Data
PSBB DKI Jakarta Akan Pengaruhi Industri Manufaktur

PSBB DKI Jakarta Akan Pengaruhi Industri Manufaktur

Jakarta, Akuratnews. com – Gajah Perindustrian, Agus Gumiwang menyebutkan kesimpulan Gubernur DKI Jakarta Anies Baswedan untuk menerapkan PSBB total berangkat pekan depan akan mempengaruhi kinerja industri manufaktur.

“DKI kembali akan menerapkan PSBB selektif. Ini tentu sedikit banyak hendak kembali mempengaruhi kinerja industri manufaktur yang ada di RI makin kalau diikuti provinsi lain, ” katanya dalam Rakornas Kadin Indonesia di Jakarta, Kamis (10/9/2020).

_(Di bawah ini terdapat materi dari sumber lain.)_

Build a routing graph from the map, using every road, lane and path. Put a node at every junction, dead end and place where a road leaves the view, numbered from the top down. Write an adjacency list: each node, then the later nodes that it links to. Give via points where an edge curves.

Agus menuturkan hal tersebut mengkhawatirkan mengingat industri manufaktur saat ini sedang kembali menggeliat jadi penerapan PSBB total berpotensi menekan laju positif tersebut.

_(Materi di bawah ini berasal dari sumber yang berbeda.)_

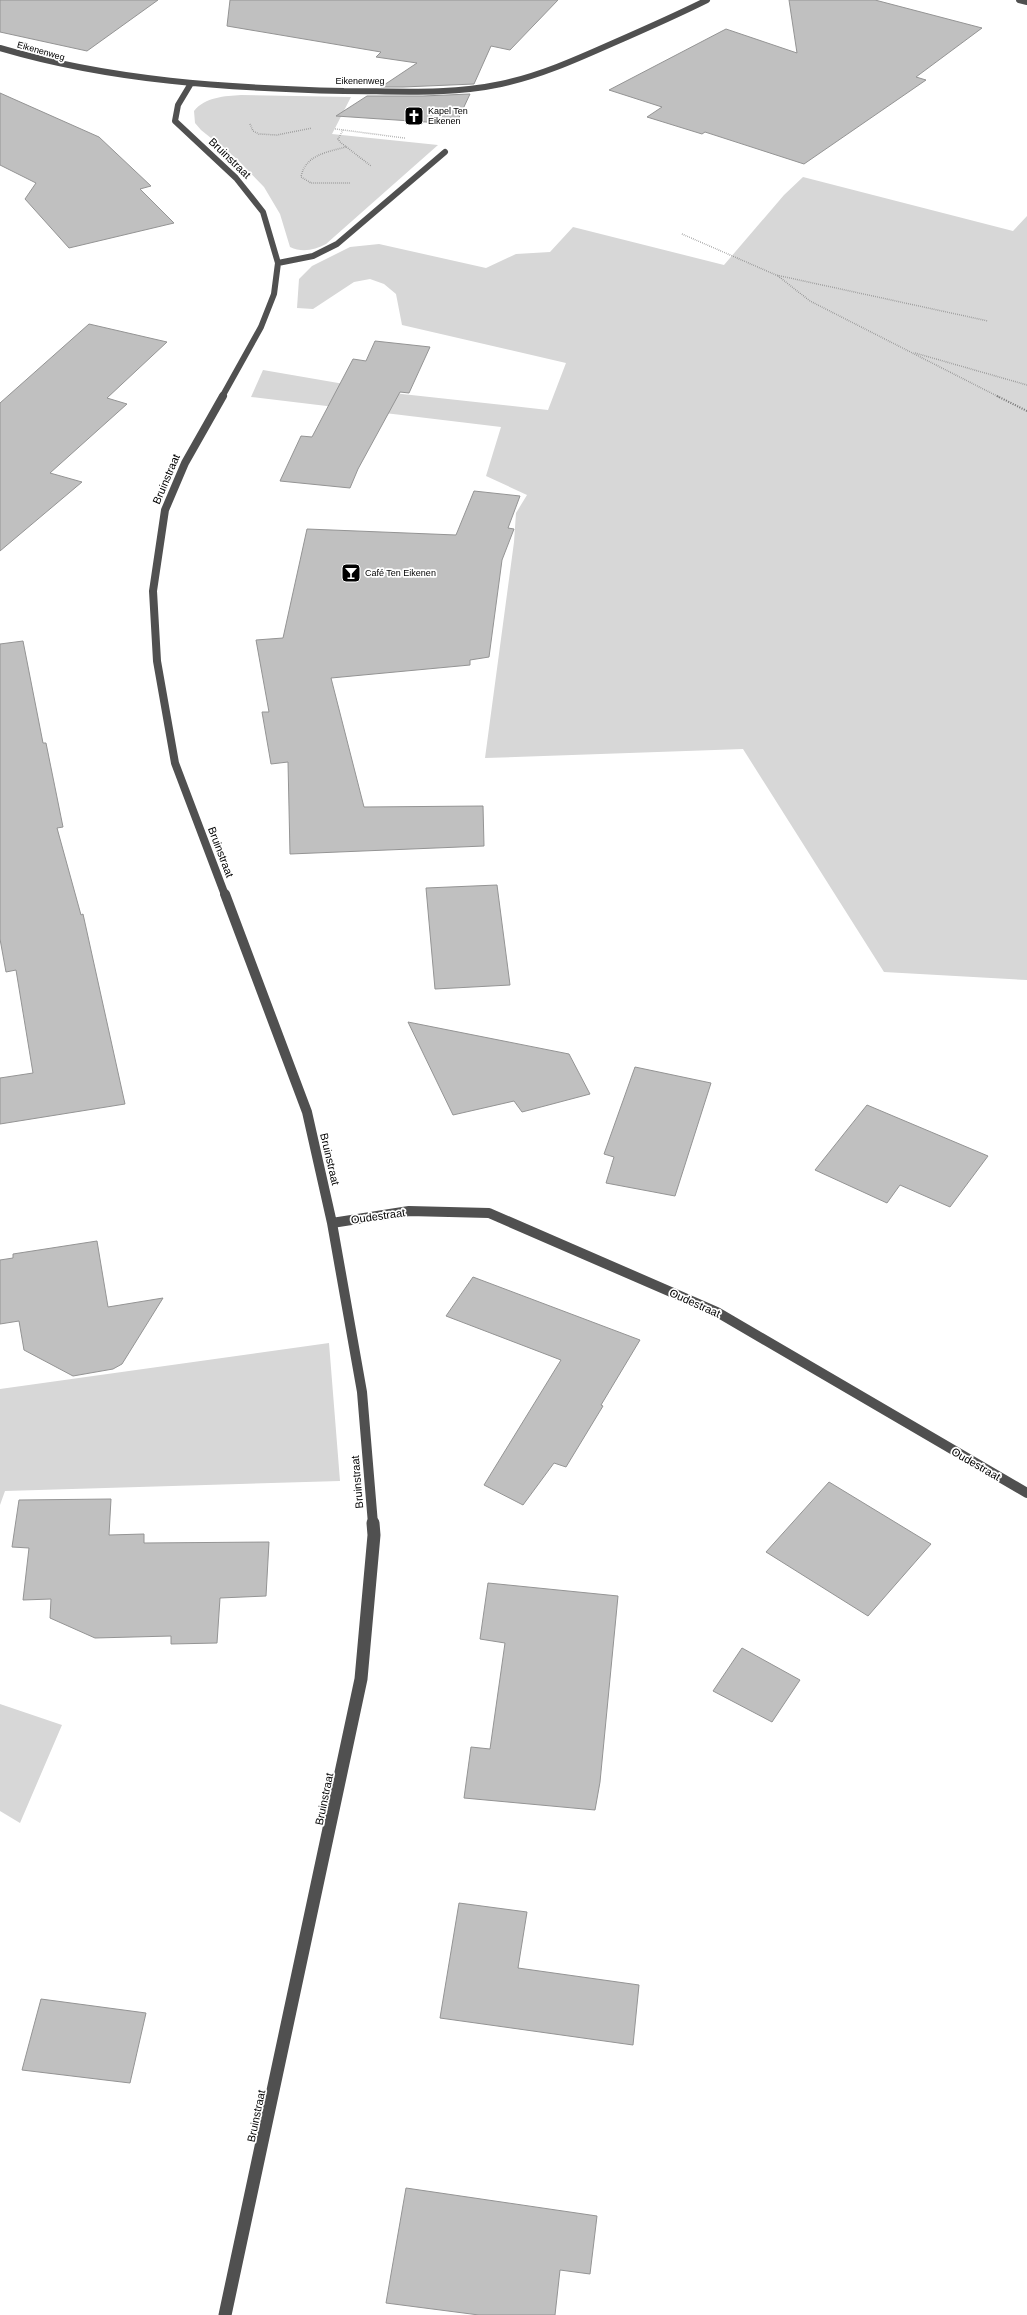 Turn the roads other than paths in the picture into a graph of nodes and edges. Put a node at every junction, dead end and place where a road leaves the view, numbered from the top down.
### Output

“Kami melihat industri yang telah menggeliat ini kami khawatir mendapat tekanan. Tapi memang kami sampaikan bagi pemerintah kesehatan masyarakat tersebut suatu hal yang tidak mampu ditawar, ” ujarnya.

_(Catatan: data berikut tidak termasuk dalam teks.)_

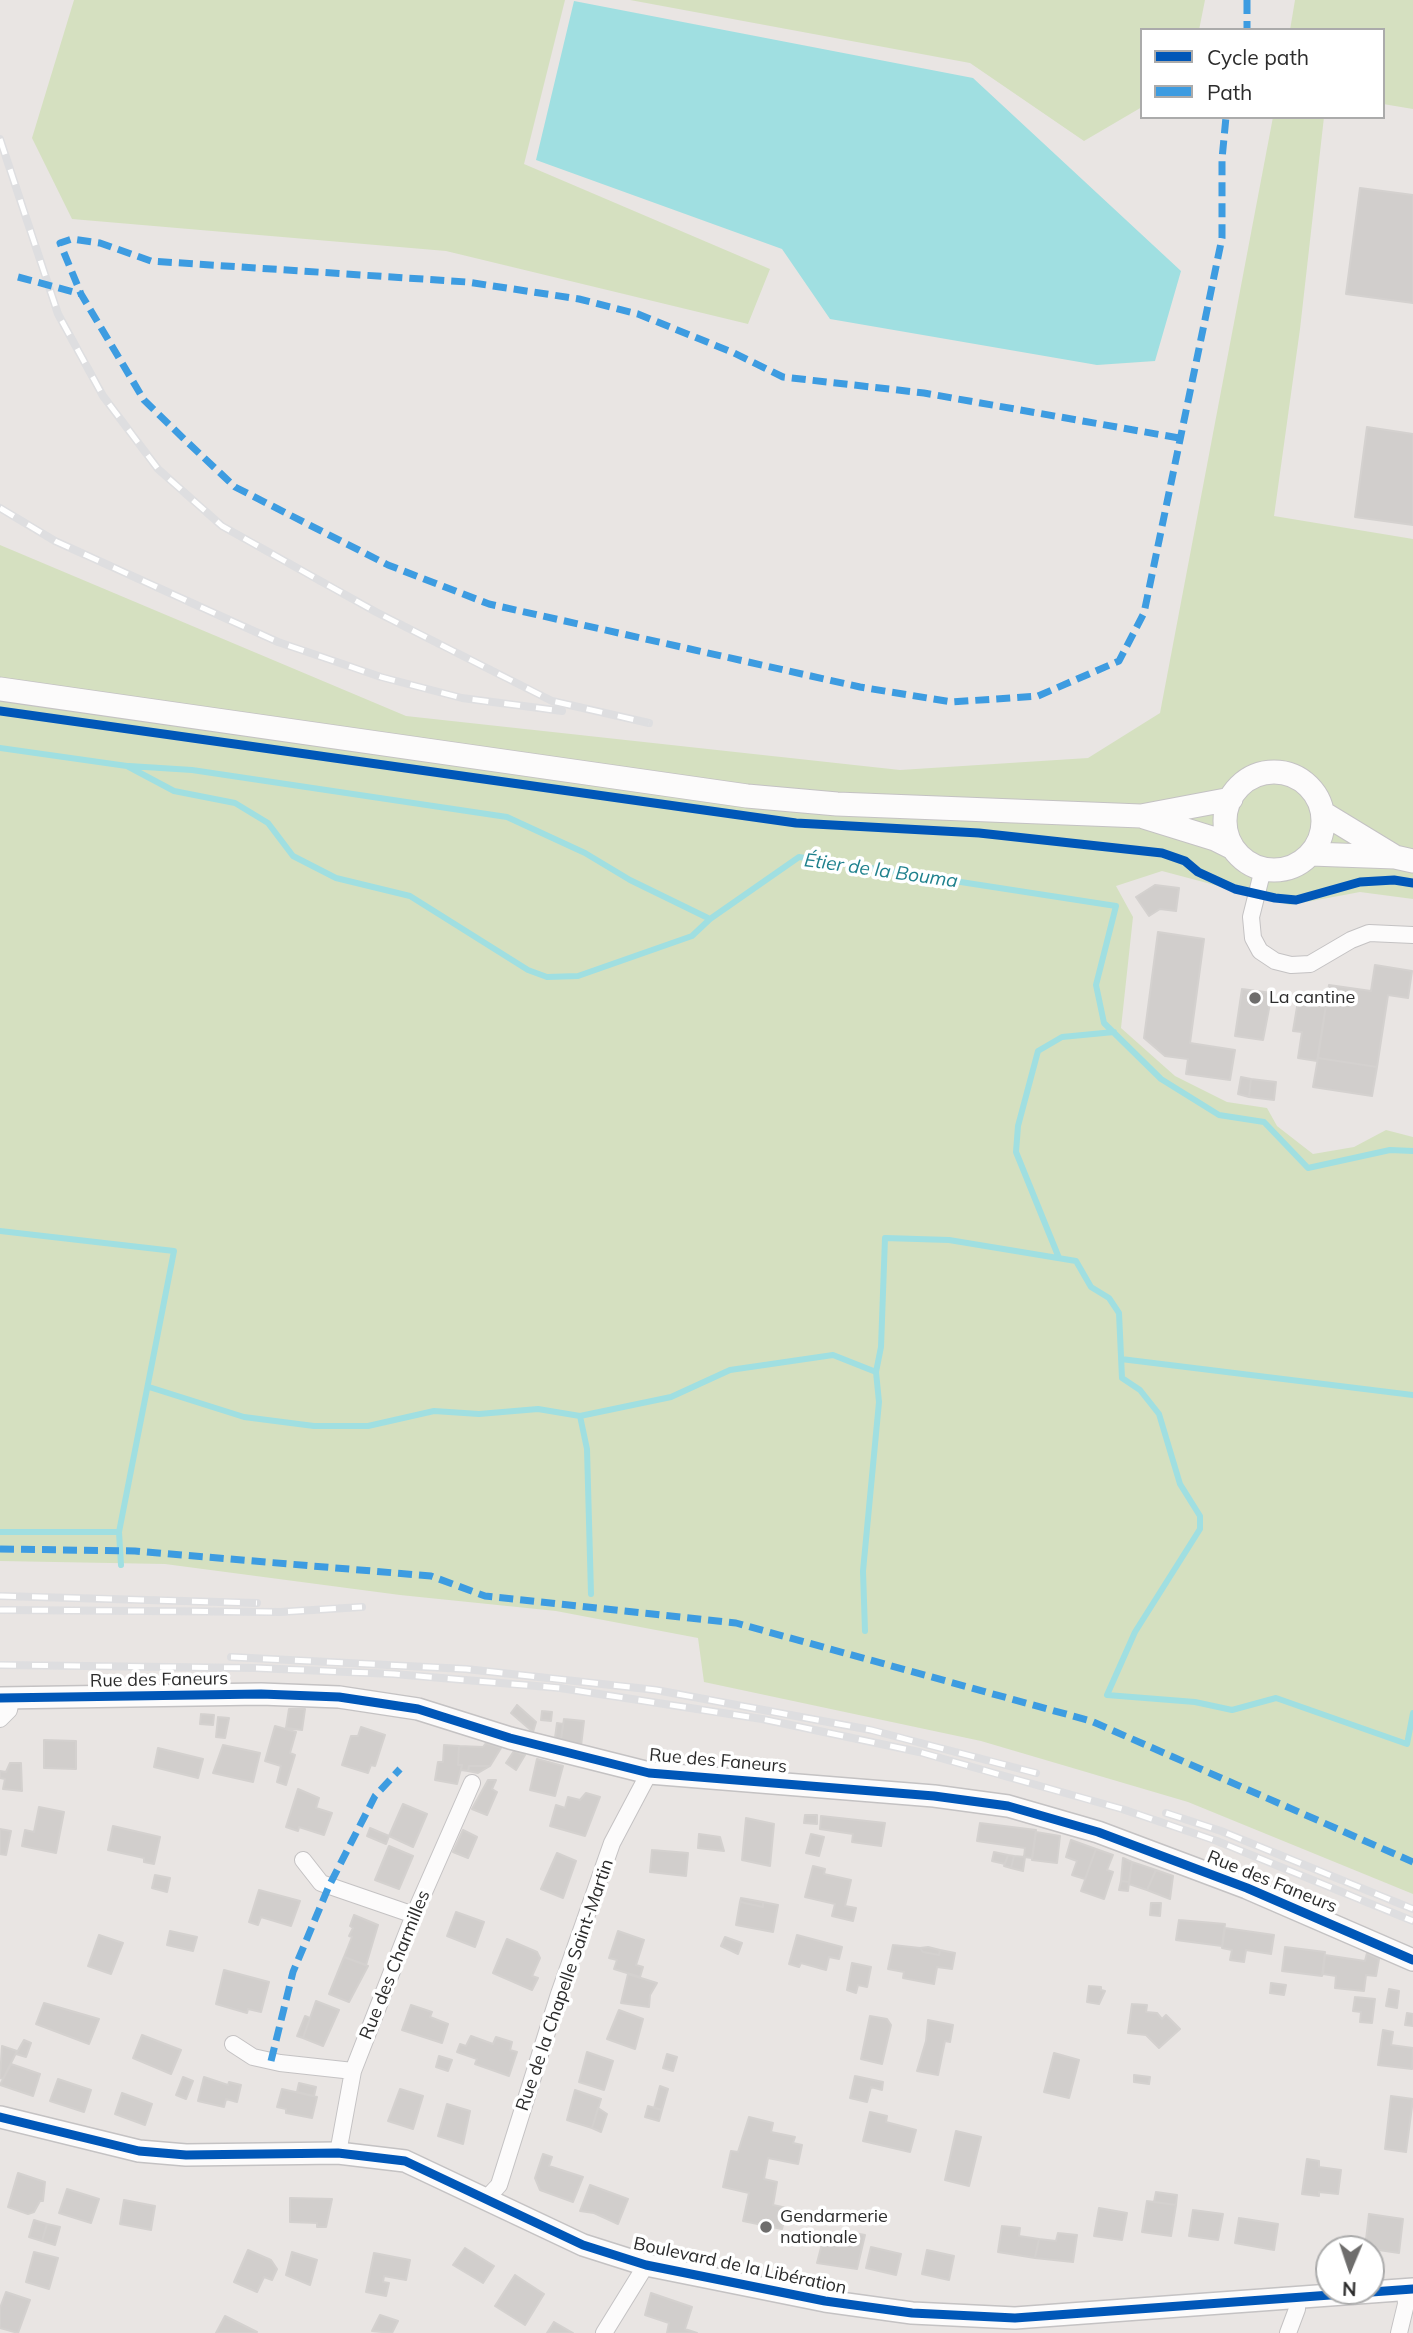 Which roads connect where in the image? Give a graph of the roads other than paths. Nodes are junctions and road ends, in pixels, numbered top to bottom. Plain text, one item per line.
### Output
1 (0, 689) edge
2 (1231, 799) junction
3 (1323, 813) junction
4 (1141, 816) junction
5 (1233, 848) junction
6 (1311, 854) junction
7 (1404, 859) edge
8 (1264, 869) junction
9 (1413, 935) edge
10 (6, 1699) edge
11 (0, 1719) edge
12 (649, 1773) junction
13 (472, 1783) dead end
14 (303, 1860) dead end
15 (414, 1915) junction
16 (1413, 1959) edge
17 (233, 2044) dead end
18 (353, 2071) junction
19 (0, 2117) edge
20 (338, 2153) junction
21 (487, 2198) junction
22 (646, 2265) junction
23 (1409, 2289) edge
24 (1297, 2297) junction
25 (604, 2333) edge
26 (1288, 2333) edge
27 (1399, 2333) edge

1 - 4 main road
2 - 3 main road
2 - 4 main road
2 - 5 main road
3 - 6 main road
3 - 7 main road
4 - 5 main road
5 - 8 main road
6 - 7 main road
6 - 8 main road
8 - 9 street
10 - 11 street
10 - 12 street, Rue des Faneurs
12 - 16 street, Rue des Faneurs
12 - 21 street, Rue de la Chapelle Saint-Martin
13 - 15 street, Rue des Charmilles
14 - 15 street
15 - 18 street, Rue des Charmilles
17 - 18 street
18 - 20 street, Rue des Charmilles
19 - 20 street, Boulevard de la Libération
20 - 21 street, Boulevard de la Libération
21 - 22 street, Boulevard de la Libération
22 - 24 street, Boulevard de la Libération
22 - 25 street
23 - 24 street, Boulevard de la Libération
23 - 27 street
24 - 26 street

Tak hanya itu, Agus membuktikan kebijakan PSBB total akan melaksanakan proses substitusi impor juga merandek padahal pemerintah menargetkan program penukaran impor sebesar 35 persen di 2022.

Terlebih teristimewa, ia menjelaskan bahwa substitusi memasukkan dapat mendorong penguatan devisa negara dan struktur industri, meningkatkan produktivitas nasional, serta penciptaan global value chain. Kemudian juga menyehatkan penimbang perdagangan dan mampu meningkatkan utilisasi produksi pengolahan.

“Kalau PSBB diketatkan di Jakarta & daerah lain akan mempengaruhi program substitusi impor kami yang tersedia di Kemenperin, ” tegasnya.

Ia mengatakan, rata-rata utilisasi atau pemanfaatan produk impor nasional mencapai 75 persen sebelum ada pandemi COVID-19, namun pada April dan Mei turun di kisaran 30 persen sampai 35 persen karena PSBB.

“Per hari ini 53 persen sampai 54 persen. Kami akan terlanjur mencapai 60 persen pada 2020, 2021 akan kami dorong menjelma 75 persen, dan 2022 ana dorong jadi 85 persen, ” jelasnya.